[Opening DATASET RECORDS section]
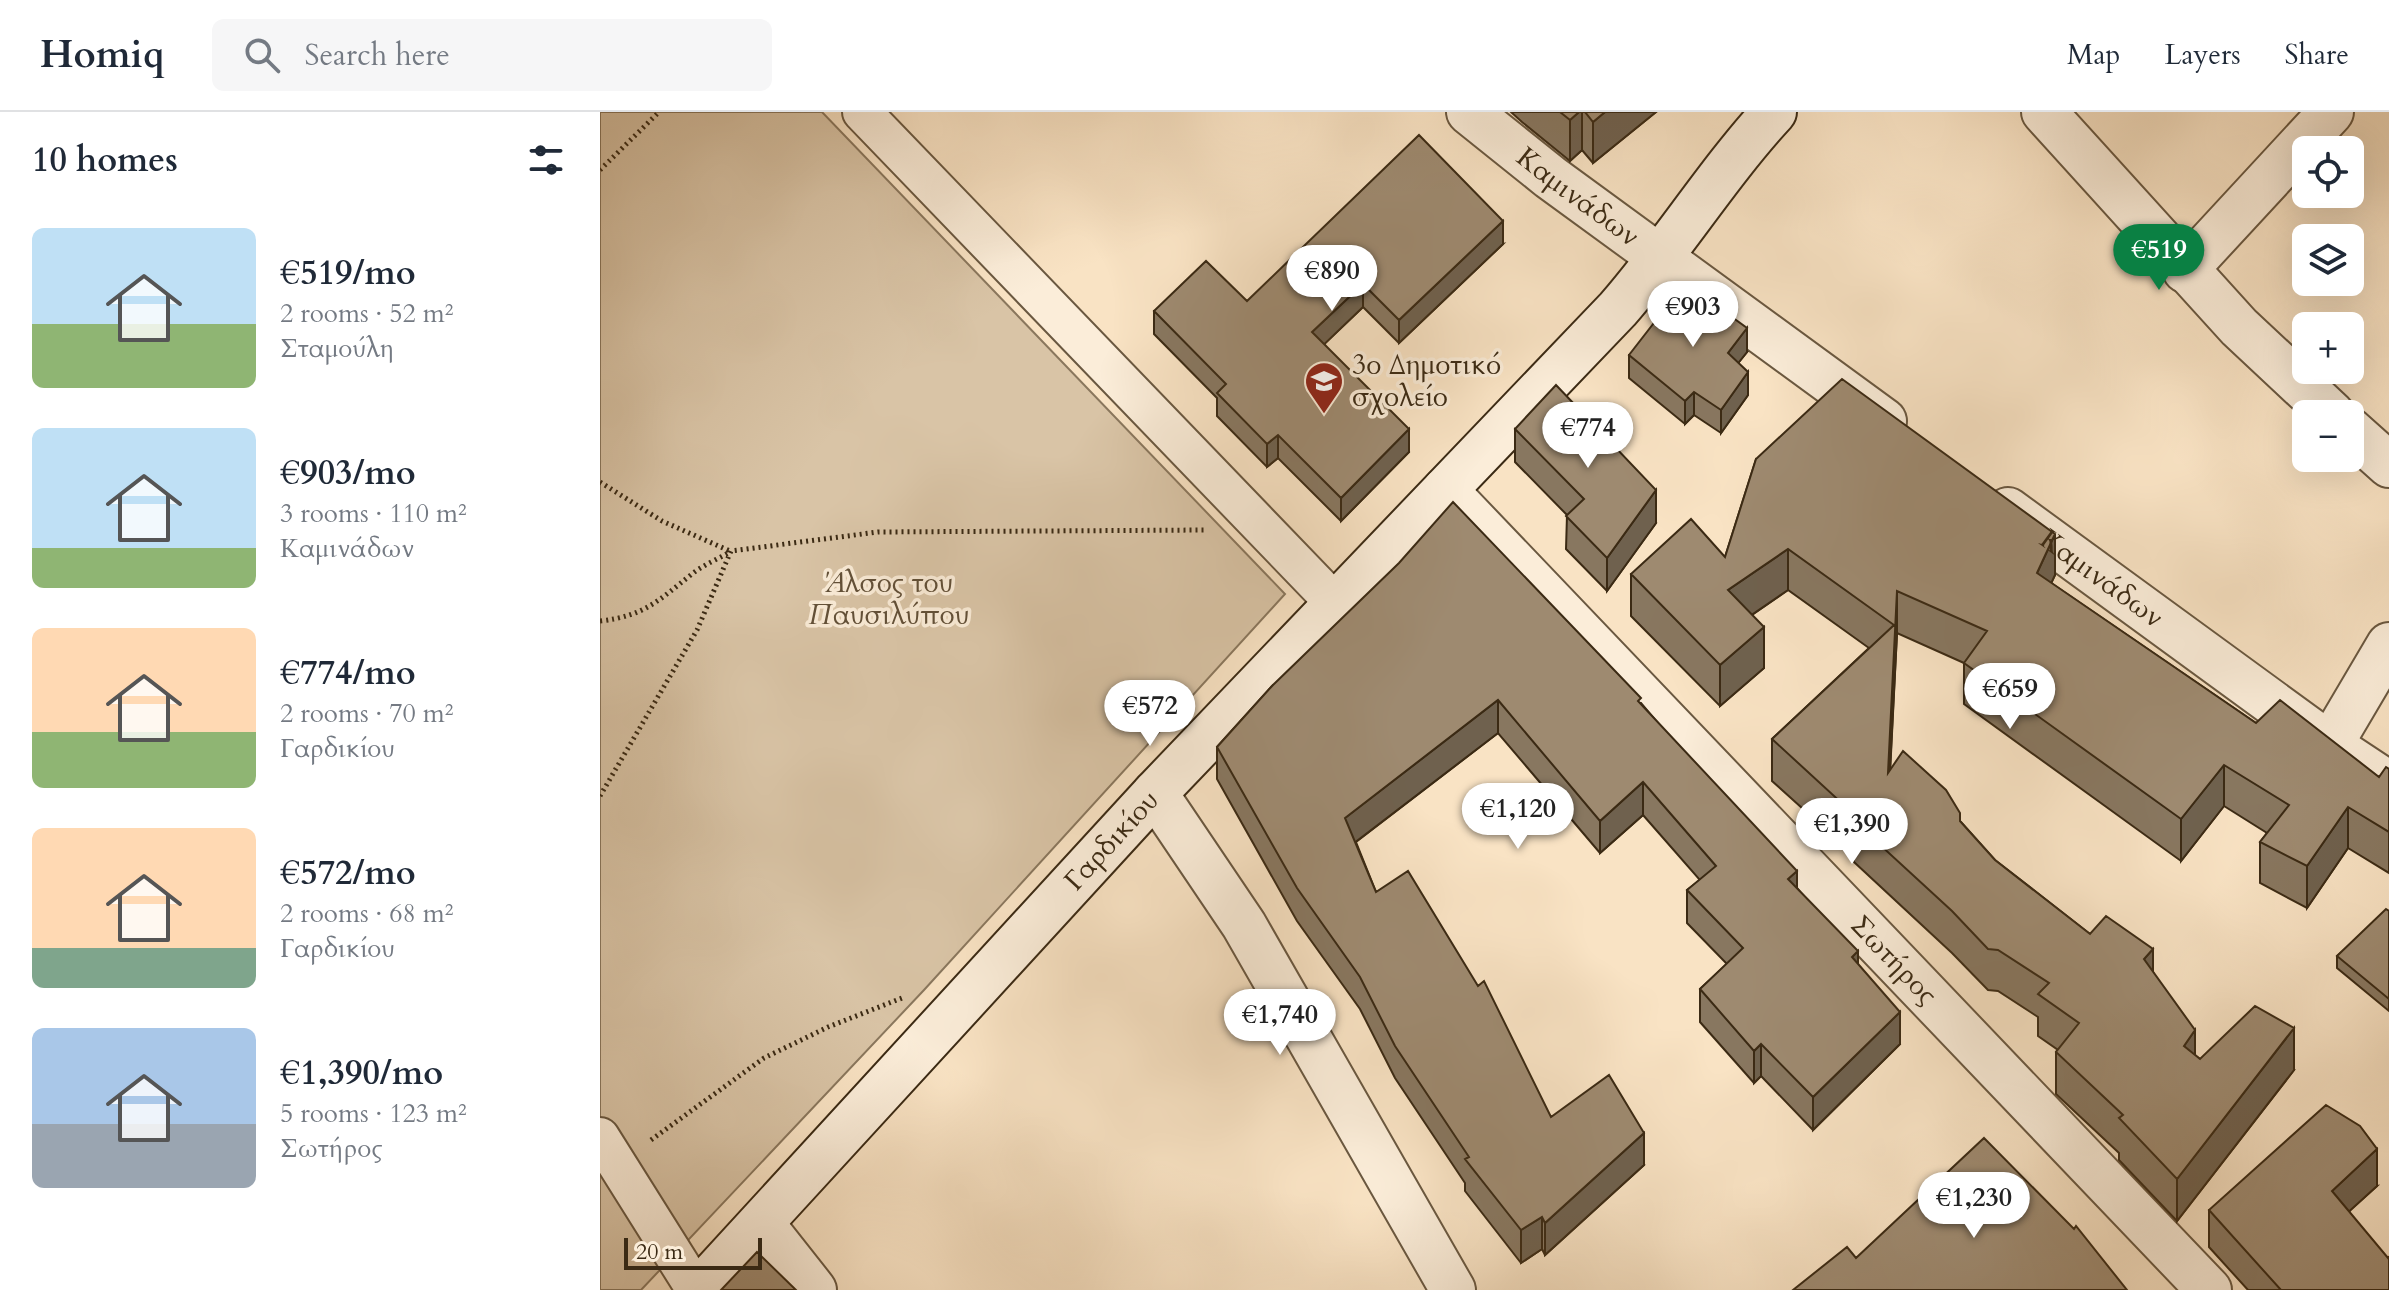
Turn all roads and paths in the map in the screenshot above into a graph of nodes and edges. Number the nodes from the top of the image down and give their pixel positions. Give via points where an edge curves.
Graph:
1 (659, 112) edge
2 (862, 112) edge
3 (1469, 112) edge
4 (1774, 112) edge
5 (2044, 112) edge
6 (2331, 112) edge
7 (600, 170) edge
8 (1661, 258) junction
9 (2185, 270) junction
10 (2316, 400) edge
11 (2364, 443) edge
12 (1918, 445) edge
13 (2389, 465) edge
14 (600, 482) edge
15 (1970, 483) edge
16 (1445, 490) junction
17 (1265, 529) junction
18 (731, 551) junction
19 (1335, 603) junction
20 (600, 621) edge
21 (2389, 645) edge
22 (2330, 745) junction
23 (2389, 784) edge
24 (1155, 793) junction
25 (600, 796) edge
26 (911, 995) dead end
27 (609, 1151) edge
28 (762, 1224) junction
29 (698, 1290) edge
30 (814, 1290) edge
31 (1453, 1290) edge
32 (2209, 1290) edge

1 - 7 path
2 - 17 street
3 - 8 street, Καμινάδων
4 - 8 street, Γαρδικίου
5 - 9 street
6 - 9 street
8 - 12 street, Καμινάδων
8 - 16 street, Γαρδικίου
9 - 10 street
11 - 13 street
14 - 18 path via 662,521
15 - 22 street, Καμινάδων
16 - 19 street, Γαρδικίου
16 - 32 street, Σωτήρος
17 - 18 path via 878,532
17 - 19 street
18 - 20 path via 634,615
18 - 25 path via 697,630
19 - 24 street, Γαρδικίου
21 - 22 street
22 - 23 street, Καμινάδων
24 - 28 street, Γαρδικίου
24 - 31 street via 1244,925
26 - 27 path via 764,1058
27 - 29 street
28 - 29 street, Γαρδικίου
28 - 30 street

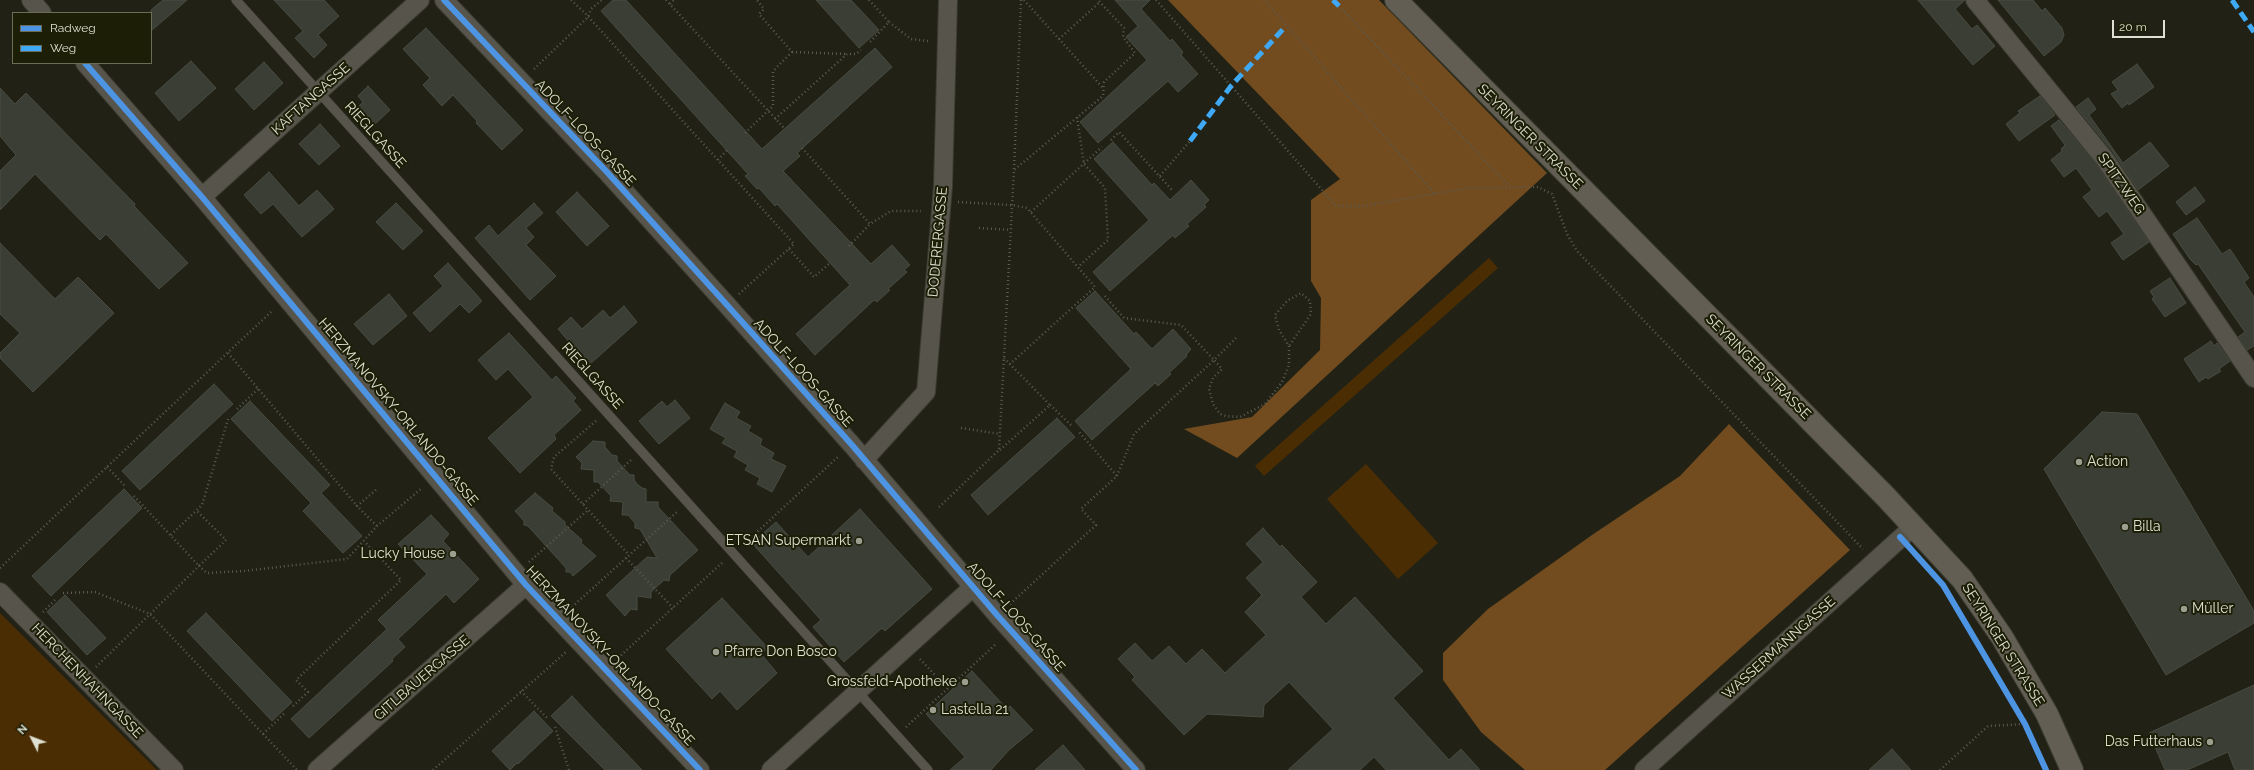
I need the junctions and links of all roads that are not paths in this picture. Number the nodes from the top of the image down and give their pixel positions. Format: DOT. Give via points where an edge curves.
graph roads {
  1 [pos="30,0"];
  2 [pos="236,0"];
  3 [pos="420,0"];
  4 [pos="444,0"];
  5 [pos="948,0"];
  6 [pos="1396,0"];
  7 [pos="1975,0"];
  8 [pos="41,12"];
  9 [pos="86,64"];
  10 [pos="318,92"];
  11 [pos="202,197"];
  12 [pos="2254,378"];
  13 [pos="864,460"];
  14 [pos="1914,526"];
  15 [pos="521,579"];
  16 [pos="973,587"];
  17 [pos="0,592"];
  18 [pos="858,692"];
  19 [pos="174,770"];
  20 [pos="317,770"];
  21 [pos="700,770"];
  22 [pos="771,770"];
  23 [pos="928,770"];
  24 [pos="1136,770"];
  25 [pos="1644,770"];
  26 [pos="2072,770"];
  1 -- 8 [label="street"];
  2 -- 10 [label="lane, RIEGLGASSE"];
  3 -- 10 [label="street, KAFTANGASSE"];
  4 -- 13 [label="street, ADOLF-LOOS-GASSE" via="727,305"];
  5 -- 13 [label="street, DODERERGASSE" via="943,186 926,392"];
  6 -- 14 [label="main road, SEYRINGER STRASSE"];
  7 -- 12 [label="street, SPITZWEG" via="2104,158"];
  9 -- 11 [label="street, HERZMANOVSKY-ORLANDO-GASSE"];
  10 -- 11 [label="street, KAFTANGASSE"];
  10 -- 18 [label="lane, RIEGLGASSE"];
  11 -- 15 [label="street, HERZMANOVSKY-ORLANDO-GASSE"];
  13 -- 16 [label="street, ADOLF-LOOS-GASSE"];
  14 -- 25 [label="street, WASSERMANNGASSE"];
  14 -- 26 [label="main road, SEYRINGER STRASSE" via="1962,579 2002,637 2047,714"];
  15 -- 20 [label="street, GITLBAUERGASSE"];
  15 -- 21 [label="street, HERZMANOVSKY-ORLANDO-GASSE"];
  16 -- 18 [label="street"];
  16 -- 24 [label="street, ADOLF-LOOS-GASSE"];
  17 -- 19 [label="street, HERCHENHAHNGASSE"];
  18 -- 22 [label="street"];
  18 -- 23 [label="lane, RIEGLGASSE"];
}
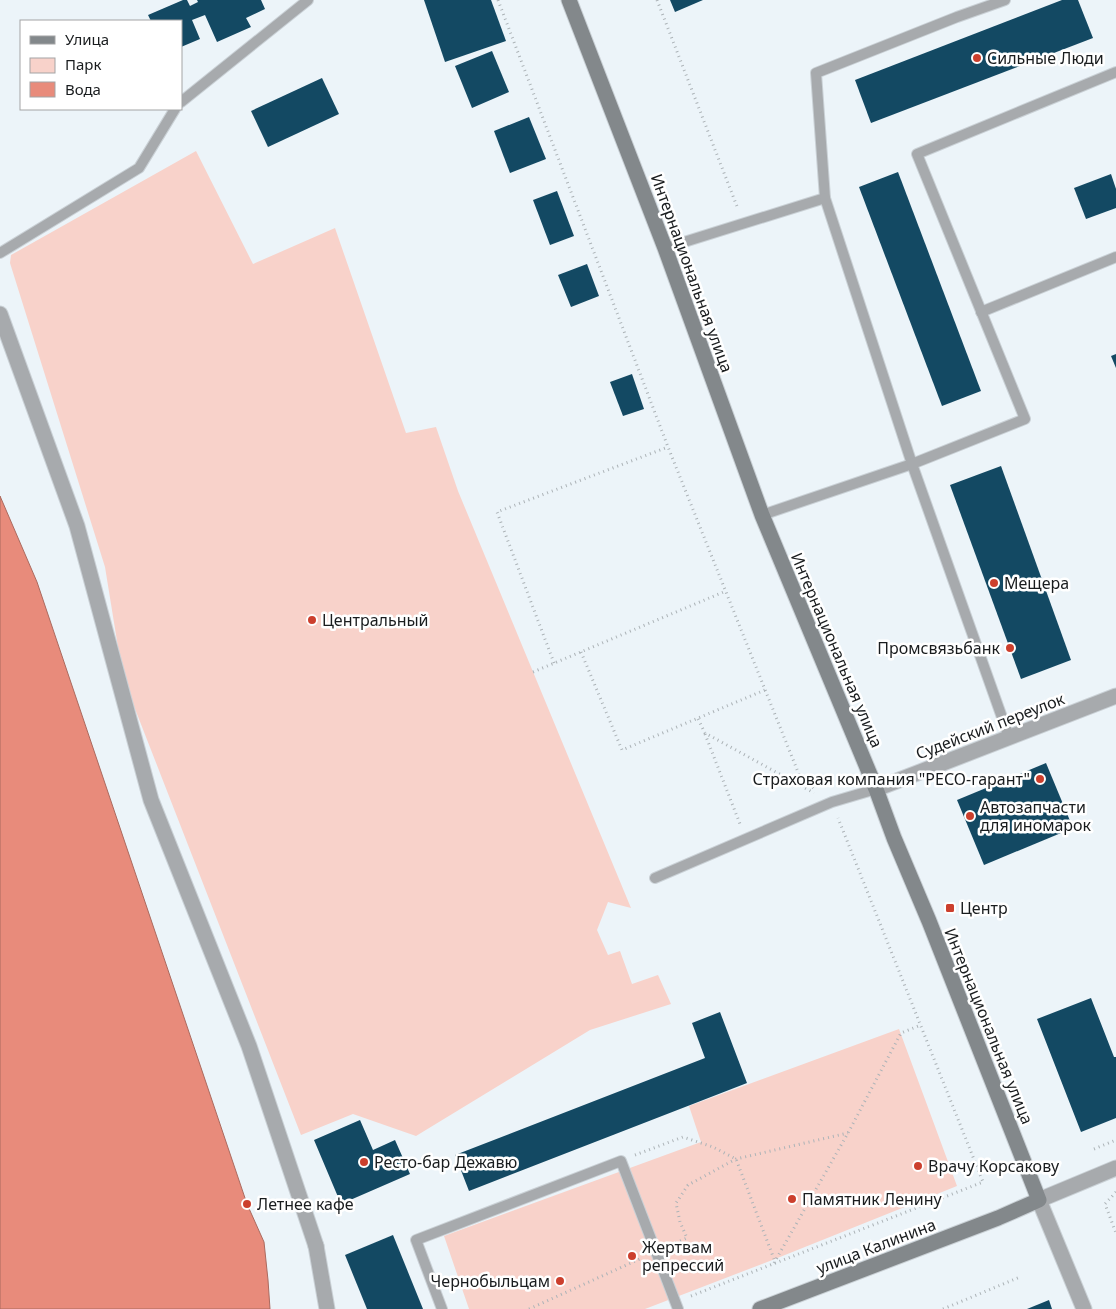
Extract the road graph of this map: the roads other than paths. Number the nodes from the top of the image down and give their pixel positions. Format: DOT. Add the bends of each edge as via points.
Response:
graph roads {
  1 [pos="308,0"];
  2 [pos="569,0"];
  3 [pos="1005,0"];
  4 [pos="1116,72"];
  5 [pos="182,101"];
  6 [pos="174,110"];
  7 [pos="825,198"];
  8 [pos="665,248"];
  9 [pos="0,253"];
  10 [pos="1116,257"];
  11 [pos="982,312"];
  12 [pos="0,314"];
  13 [pos="912,464"];
  14 [pos="762,515"];
  15 [pos="1116,696"];
  16 [pos="1009,737"];
  17 [pos="876,789"];
  18 [pos="655,878"];
  19 [pos="1116,1168"];
  20 [pos="1039,1200"];
  21 [pos="677,1305"];
  22 [pos="327,1309"];
  23 [pos="442,1309"];
  24 [pos="760,1309"];
  25 [pos="1084,1309"];
  1 -- 5 [label="lane"];
  2 -- 8 [label="main road, Интернациональная улица"];
  3 -- 7 [label="lane" via="816,72"];
  4 -- 11 [label="lane" via="917,154"];
  6 -- 9 [label="lane" via="138,168"];
  7 -- 8 [label="lane"];
  7 -- 13 [label="lane"];
  8 -- 14 [label="main road, Интернациональная улица"];
  10 -- 11 [label="lane"];
  11 -- 13 [label="lane" via="1025,420"];
  12 -- 22 [label="street" via="77,526 152,800 249,1046 316,1246"];
  13 -- 14 [label="lane"];
  13 -- 16 [label="lane"];
  14 -- 17 [label="main road, Интернациональная улица"];
  15 -- 16 [label="street, Судейский переулок"];
  16 -- 17 [label="street, Судейский переулок"];
  17 -- 18 [label="lane" via="832,802"];
  17 -- 20 [label="main road, Интернациональная улица"];
  19 -- 20 [label="street, улица Калинина"];
  20 -- 24 [label="main road, улица Калинина"];
  20 -- 25 [label="street, Интернациональная улица"];
  21 -- 23 [label="lane" via="621,1160 416,1240"];
}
[Closing DATASET RECORDS section]
WORK ORDER
A verbatim copy of the data, free of pictures, is the expected answer.

EXPECTED OUTPUT
Turn all roads and paths in the map in the screenshot above into a graph of nodes and edges. Number the nodes from the top of the image down and give their pixel positions. Give via points where an edge curves.
Graph:
1 (659, 112) edge
2 (862, 112) edge
3 (1469, 112) edge
4 (1774, 112) edge
5 (2044, 112) edge
6 (2331, 112) edge
7 (600, 170) edge
8 (1661, 258) junction
9 (2185, 270) junction
10 (2316, 400) edge
11 (2364, 443) edge
12 (1918, 445) edge
13 (2389, 465) edge
14 (600, 482) edge
15 (1970, 483) edge
16 (1445, 490) junction
17 (1265, 529) junction
18 (731, 551) junction
19 (1335, 603) junction
20 (600, 621) edge
21 (2389, 645) edge
22 (2330, 745) junction
23 (2389, 784) edge
24 (1155, 793) junction
25 (600, 796) edge
26 (911, 995) dead end
27 (609, 1151) edge
28 (762, 1224) junction
29 (698, 1290) edge
30 (814, 1290) edge
31 (1453, 1290) edge
32 (2209, 1290) edge

1 - 7 path
2 - 17 street
3 - 8 street, Καμινάδων
4 - 8 street, Γαρδικίου
5 - 9 street
6 - 9 street
8 - 12 street, Καμινάδων
8 - 16 street, Γαρδικίου
9 - 10 street
11 - 13 street
14 - 18 path via 662,521
15 - 22 street, Καμινάδων
16 - 19 street, Γαρδικίου
16 - 32 street, Σωτήρος
17 - 18 path via 878,532
17 - 19 street
18 - 20 path via 634,615
18 - 25 path via 697,630
19 - 24 street, Γαρδικίου
21 - 22 street
22 - 23 street, Καμινάδων
24 - 28 street, Γαρδικίου
24 - 31 street via 1244,925
26 - 27 path via 764,1058
27 - 29 street
28 - 29 street, Γαρδικίου
28 - 30 street

I need the junctions and links of all roads that are not paths in this picture. Number the nodes from the top of the image down and give their pixel positions. Format: DOT. Give via points where an edge curves.
graph roads {
  1 [pos="30,0"];
  2 [pos="236,0"];
  3 [pos="420,0"];
  4 [pos="444,0"];
  5 [pos="948,0"];
  6 [pos="1396,0"];
  7 [pos="1975,0"];
  8 [pos="41,12"];
  9 [pos="86,64"];
  10 [pos="318,92"];
  11 [pos="202,197"];
  12 [pos="2254,378"];
  13 [pos="864,460"];
  14 [pos="1914,526"];
  15 [pos="521,579"];
  16 [pos="973,587"];
  17 [pos="0,592"];
  18 [pos="858,692"];
  19 [pos="174,770"];
  20 [pos="317,770"];
  21 [pos="700,770"];
  22 [pos="771,770"];
  23 [pos="928,770"];
  24 [pos="1136,770"];
  25 [pos="1644,770"];
  26 [pos="2072,770"];
  1 -- 8 [label="street"];
  2 -- 10 [label="lane, RIEGLGASSE"];
  3 -- 10 [label="street, KAFTANGASSE"];
  4 -- 13 [label="street, ADOLF-LOOS-GASSE" via="727,305"];
  5 -- 13 [label="street, DODERERGASSE" via="943,186 926,392"];
  6 -- 14 [label="main road, SEYRINGER STRASSE"];
  7 -- 12 [label="street, SPITZWEG" via="2104,158"];
  9 -- 11 [label="street, HERZMANOVSKY-ORLANDO-GASSE"];
  10 -- 11 [label="street, KAFTANGASSE"];
  10 -- 18 [label="lane, RIEGLGASSE"];
  11 -- 15 [label="street, HERZMANOVSKY-ORLANDO-GASSE"];
  13 -- 16 [label="street, ADOLF-LOOS-GASSE"];
  14 -- 25 [label="street, WASSERMANNGASSE"];
  14 -- 26 [label="main road, SEYRINGER STRASSE" via="1962,579 2002,637 2047,714"];
  15 -- 20 [label="street, GITLBAUERGASSE"];
  15 -- 21 [label="street, HERZMANOVSKY-ORLANDO-GASSE"];
  16 -- 18 [label="street"];
  16 -- 24 [label="street, ADOLF-LOOS-GASSE"];
  17 -- 19 [label="street, HERCHENHAHNGASSE"];
  18 -- 22 [label="street"];
  18 -- 23 [label="lane, RIEGLGASSE"];
}
Extract the road graph of this map: the roads other than paths. Number the nodes from the top of the image down and give their pixel positions. Format: DOT. Add the bends of each edge as via points.
Response:
graph roads {
  1 [pos="308,0"];
  2 [pos="569,0"];
  3 [pos="1005,0"];
  4 [pos="1116,72"];
  5 [pos="182,101"];
  6 [pos="174,110"];
  7 [pos="825,198"];
  8 [pos="665,248"];
  9 [pos="0,253"];
  10 [pos="1116,257"];
  11 [pos="982,312"];
  12 [pos="0,314"];
  13 [pos="912,464"];
  14 [pos="762,515"];
  15 [pos="1116,696"];
  16 [pos="1009,737"];
  17 [pos="876,789"];
  18 [pos="655,878"];
  19 [pos="1116,1168"];
  20 [pos="1039,1200"];
  21 [pos="677,1305"];
  22 [pos="327,1309"];
  23 [pos="442,1309"];
  24 [pos="760,1309"];
  25 [pos="1084,1309"];
  1 -- 5 [label="lane"];
  2 -- 8 [label="main road, Интернациональная улица"];
  3 -- 7 [label="lane" via="816,72"];
  4 -- 11 [label="lane" via="917,154"];
  6 -- 9 [label="lane" via="138,168"];
  7 -- 8 [label="lane"];
  7 -- 13 [label="lane"];
  8 -- 14 [label="main road, Интернациональная улица"];
  10 -- 11 [label="lane"];
  11 -- 13 [label="lane" via="1025,420"];
  12 -- 22 [label="street" via="77,526 152,800 249,1046 316,1246"];
  13 -- 14 [label="lane"];
  13 -- 16 [label="lane"];
  14 -- 17 [label="main road, Интернациональная улица"];
  15 -- 16 [label="street, Судейский переулок"];
  16 -- 17 [label="street, Судейский переулок"];
  17 -- 18 [label="lane" via="832,802"];
  17 -- 20 [label="main road, Интернациональная улица"];
  19 -- 20 [label="street, улица Калинина"];
  20 -- 24 [label="main road, улица Калинина"];
  20 -- 25 [label="street, Интернациональная улица"];
  21 -- 23 [label="lane" via="621,1160 416,1240"];
}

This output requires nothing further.